:: Information supplied ::

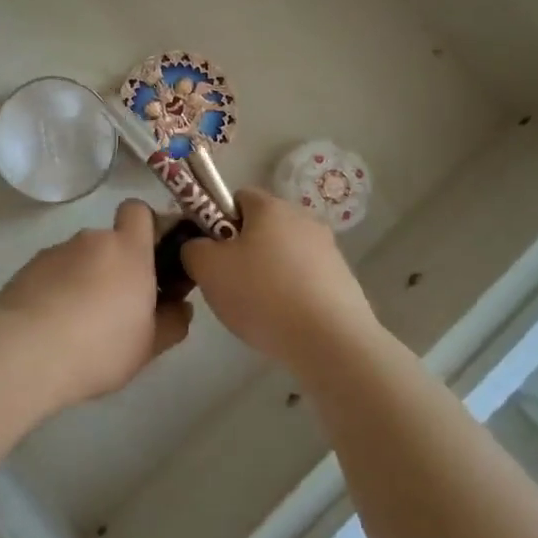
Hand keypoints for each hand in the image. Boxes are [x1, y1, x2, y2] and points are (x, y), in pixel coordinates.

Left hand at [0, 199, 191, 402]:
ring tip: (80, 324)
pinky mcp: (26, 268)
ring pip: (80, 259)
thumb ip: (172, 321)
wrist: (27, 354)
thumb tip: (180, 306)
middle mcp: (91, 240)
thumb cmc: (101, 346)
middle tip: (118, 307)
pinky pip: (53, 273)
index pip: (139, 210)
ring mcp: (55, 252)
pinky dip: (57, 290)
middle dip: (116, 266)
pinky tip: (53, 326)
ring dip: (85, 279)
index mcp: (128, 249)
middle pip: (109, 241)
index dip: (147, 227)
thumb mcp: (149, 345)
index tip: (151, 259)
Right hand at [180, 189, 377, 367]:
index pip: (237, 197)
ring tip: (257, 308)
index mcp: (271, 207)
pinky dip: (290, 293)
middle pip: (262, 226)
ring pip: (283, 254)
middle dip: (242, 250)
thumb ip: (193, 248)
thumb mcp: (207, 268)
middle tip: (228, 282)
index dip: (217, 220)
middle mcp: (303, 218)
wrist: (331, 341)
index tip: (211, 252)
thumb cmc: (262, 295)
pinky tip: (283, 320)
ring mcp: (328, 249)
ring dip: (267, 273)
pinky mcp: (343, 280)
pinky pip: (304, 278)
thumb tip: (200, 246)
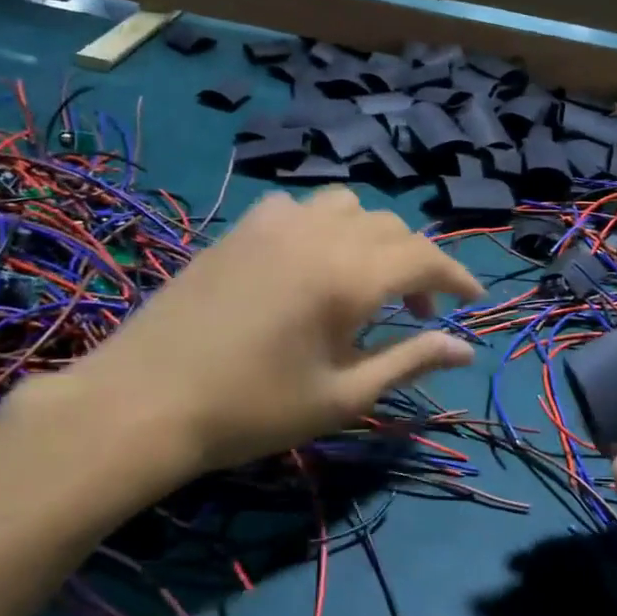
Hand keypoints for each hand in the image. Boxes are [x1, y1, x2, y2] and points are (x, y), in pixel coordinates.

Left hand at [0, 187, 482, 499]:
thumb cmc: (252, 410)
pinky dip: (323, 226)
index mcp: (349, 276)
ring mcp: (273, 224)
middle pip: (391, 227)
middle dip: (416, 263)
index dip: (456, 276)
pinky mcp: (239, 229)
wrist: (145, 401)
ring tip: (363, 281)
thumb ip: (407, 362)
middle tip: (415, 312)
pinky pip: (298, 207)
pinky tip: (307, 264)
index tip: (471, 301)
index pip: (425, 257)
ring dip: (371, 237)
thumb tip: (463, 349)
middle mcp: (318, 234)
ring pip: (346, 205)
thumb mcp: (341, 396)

:::

→ **Your assignment**: The response should repeat every entry above exactly and include none of the pictures.

→ **Answer to this exercise**:
Hand keypoints for each hand in the image. Boxes are [x1, y1, x2, y2] and points are (x, y), in pixel coordinates.

Left hand at [0, 199, 191, 402]:
ring tip: (80, 324)
pinky mcp: (26, 268)
ring pip: (80, 259)
thumb ip: (172, 321)
wrist: (27, 354)
thumb tip: (180, 306)
middle mcp: (91, 240)
thumb cmc: (101, 346)
middle tip: (118, 307)
pinky pip: (53, 273)
index pip: (139, 210)
ring mcp: (55, 252)
pinky dip: (57, 290)
middle dip: (116, 266)
pinky tip: (53, 326)
ring dip: (85, 279)
index mcp: (128, 249)
middle pip: (109, 241)
index dip: (147, 227)
thumb mcp: (149, 345)
index tip: (151, 259)
Right hand at [180, 189, 377, 367]:
index pip: (237, 197)
ring tip: (257, 308)
index mcp: (271, 207)
pinky dip: (290, 293)
middle pip: (262, 226)
ring pip: (283, 254)
middle dip: (242, 250)
thumb ip: (193, 248)
thumb mcp: (207, 268)
middle tip: (228, 282)
index dip: (217, 220)
middle mcp: (303, 218)
wrist: (331, 341)
index tip: (211, 252)
thumb cmc: (262, 295)
pinky tip: (283, 320)
ring mcp: (328, 249)
ring dip: (267, 273)
pinky mcp: (343, 280)
pinky pip: (304, 278)
thumb tip: (200, 246)
Hand keypoints for each hand in the image. Boxes are [x1, y1, x2, y2] and points are (x, y), in pixel coordinates.

Left hand at [0, 187, 482, 499]:
thumb cmc: (252, 410)
pinky dip: (323, 226)
index mcp: (349, 276)
ring mcp: (273, 224)
middle pip: (391, 227)
middle dip: (416, 263)
index dip: (456, 276)
pinky mcp: (239, 229)
wrist: (145, 401)
ring tip: (363, 281)
thumb ip: (407, 362)
middle tip: (415, 312)
pinky pip: (298, 207)
pinky tip: (307, 264)
index tip: (471, 301)
index pip: (425, 257)
ring dip: (371, 237)
thumb tip: (463, 349)
middle mcp: (318, 234)
ring pip: (346, 205)
thumb mcp: (341, 396)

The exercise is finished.